On Tue, Jun 16, 2020 at 10:22:26AM -0700, Peter Oskolkov wrote:
> From 6fbe0261204692a7f488261ab3c4ac696b91db5c Mon Sep 17 00:00:00 2001
> From: Peter Oskolkov <[email protected]>
> Date: Tue, 9 Jun 2020 16:03:14 -0700
> Subject: [RFC PATCH 1/3 v2] futex: introduce FUTEX_SWAP operation
>
> This is an RFC!
>
> As Paul Turner presented at LPC in 2013 ...
> - pdf: http://pdxplumbers.osuosl.org/2013/ocw//system/presentations/1653/original/LPC%20-%20User%20Threading.pdf
> - video: https://www.youtube.com/watch?v=KXuZi9aeGTw
>
> ... Google has developed an M:N userspace threading subsystem backed
> by Google-private SwitchTo Linux Kernel API (page 17 in the pdf referenced
> above). This subsystem provides latency-sensitive services at Google with
> fine-grained user-space control/scheduling over what is running when,
> and this subsystem is used widely internally (called schedulers or fibers).
>
> This RFC patchset is the first step to open-source this work. As explained
> in the linked pdf and video, SwitchTo API has three core operations: wait,
> resume, and swap (=switch). So this patchset adds a FUTEX_SWAP operation
> that, in addition to FUTEX_WAIT and FUTEX_WAKE, will provide a foundation
> on top of which user-space threading libraries can be built.
>
> Another common use case for FUTEX_SWAP is message passing a-la RPC
> between tasks: task/thread T1 prepares a message,
> wakes T2 to work on it, and waits for the results; when T2 is done, it
> wakes T1 and waits for more work to arrive. Currently the simplest
> way to implement this is
>
> a. T1: futex-wake T2, futex-wait
> b. T2: wakes, does what it has been woken to do
> c. T2: futex-wake T1, futex-wait
>
> With FUTEX_SWAP, steps a and c above can be reduced to one futex operation
> that runs 5-10 times faster.
>

Hi Peter,

We have a good use-case in gVisor for this new futex command.
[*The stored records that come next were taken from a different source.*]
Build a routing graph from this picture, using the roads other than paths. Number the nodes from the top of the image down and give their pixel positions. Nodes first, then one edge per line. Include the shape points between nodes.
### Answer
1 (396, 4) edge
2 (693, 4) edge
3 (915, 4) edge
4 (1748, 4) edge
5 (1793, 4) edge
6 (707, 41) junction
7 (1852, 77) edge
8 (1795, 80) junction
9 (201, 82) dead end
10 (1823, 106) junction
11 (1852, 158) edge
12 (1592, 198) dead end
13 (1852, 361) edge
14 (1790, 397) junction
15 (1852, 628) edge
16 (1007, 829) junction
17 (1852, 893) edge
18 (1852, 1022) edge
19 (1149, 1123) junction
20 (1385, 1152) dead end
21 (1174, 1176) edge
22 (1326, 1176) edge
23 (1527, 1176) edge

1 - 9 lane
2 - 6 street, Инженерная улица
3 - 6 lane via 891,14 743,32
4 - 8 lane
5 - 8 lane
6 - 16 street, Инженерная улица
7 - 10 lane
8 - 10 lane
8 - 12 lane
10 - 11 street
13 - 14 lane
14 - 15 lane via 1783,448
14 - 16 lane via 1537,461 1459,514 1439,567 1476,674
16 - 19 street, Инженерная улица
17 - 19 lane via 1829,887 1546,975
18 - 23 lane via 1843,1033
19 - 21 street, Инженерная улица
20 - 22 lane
gVisor accesses a file system through a file proxy, called the Gofer.
The gofer runs as a separate process, that is isolated from the sandbox
(sentry). Gofer instances communicate with their respective sentry using
the 9P-like protocol. We used sockets as communication channels, but
recently we switched to the flipcall (1) library which improve
performance by using shared memory for data (reducing memory copies) and
using futexes for control signaling (which is much cheaper than
sendto/recvfrom/sendmsg/recvmsg).

I modified the flipcall library to use FUTEX_SWAP and I see a
significant performance improvement.

A low level benchmarks (2) shows that req/resp is more than five time
faster with FUTEX_SWAP than with FUTEX_WAKE&FUTEX_WAIT. This is more or
less the same test what you did.

* FUTEX_WAKE & FUTEX_WAIT
BenchmarkSendRecv-8 88396 13625 ns/op

* FUTEX_SWAP
BenchmarkSendRecv-8 479604 2524 ns/op

And a more high-level test (3) which benchmarks the open syscall in
gVisor shows about 40% improvements.

* FUTEX_WAKE & FUTEX_WAIT
BM_Open/1/real_time_mean 93996 ns

* FUTEX_SWAP
BM_Open/1/real_time_mean 53136 ns

I believe there are many use-cases for FUTEX_SWAP in other projects.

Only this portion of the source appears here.